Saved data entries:
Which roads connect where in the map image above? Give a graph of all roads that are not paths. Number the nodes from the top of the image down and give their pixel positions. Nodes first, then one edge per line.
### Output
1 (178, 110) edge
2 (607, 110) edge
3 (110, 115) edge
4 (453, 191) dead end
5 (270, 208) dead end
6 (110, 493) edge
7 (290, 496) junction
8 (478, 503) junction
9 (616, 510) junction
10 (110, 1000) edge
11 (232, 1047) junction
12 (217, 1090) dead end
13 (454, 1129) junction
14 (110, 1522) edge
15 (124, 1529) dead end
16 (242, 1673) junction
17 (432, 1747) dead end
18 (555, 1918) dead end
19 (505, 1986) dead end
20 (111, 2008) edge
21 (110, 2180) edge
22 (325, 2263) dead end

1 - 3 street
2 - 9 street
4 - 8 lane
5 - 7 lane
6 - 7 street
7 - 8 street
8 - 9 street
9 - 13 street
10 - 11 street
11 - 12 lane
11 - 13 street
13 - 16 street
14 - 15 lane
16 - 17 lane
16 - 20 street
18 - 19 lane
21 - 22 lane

| What the exercise asks |
All entries above are to be copied exactly, with none left out.

| Output of the task |
Which roads connect where in the map image above? Give a graph of all roads that are not paths. Number the nodes from the top of the image down and give their pixel positions. Nodes first, then one edge per line.
### Output
1 (178, 110) edge
2 (607, 110) edge
3 (110, 115) edge
4 (453, 191) dead end
5 (270, 208) dead end
6 (110, 493) edge
7 (290, 496) junction
8 (478, 503) junction
9 (616, 510) junction
10 (110, 1000) edge
11 (232, 1047) junction
12 (217, 1090) dead end
13 (454, 1129) junction
14 (110, 1522) edge
15 (124, 1529) dead end
16 (242, 1673) junction
17 (432, 1747) dead end
18 (555, 1918) dead end
19 (505, 1986) dead end
20 (111, 2008) edge
21 (110, 2180) edge
22 (325, 2263) dead end

1 - 3 street
2 - 9 street
4 - 8 lane
5 - 7 lane
6 - 7 street
7 - 8 street
8 - 9 street
9 - 13 street
10 - 11 street
11 - 12 lane
11 - 13 street
13 - 16 street
14 - 15 lane
16 - 17 lane
16 - 20 street
18 - 19 lane
21 - 22 lane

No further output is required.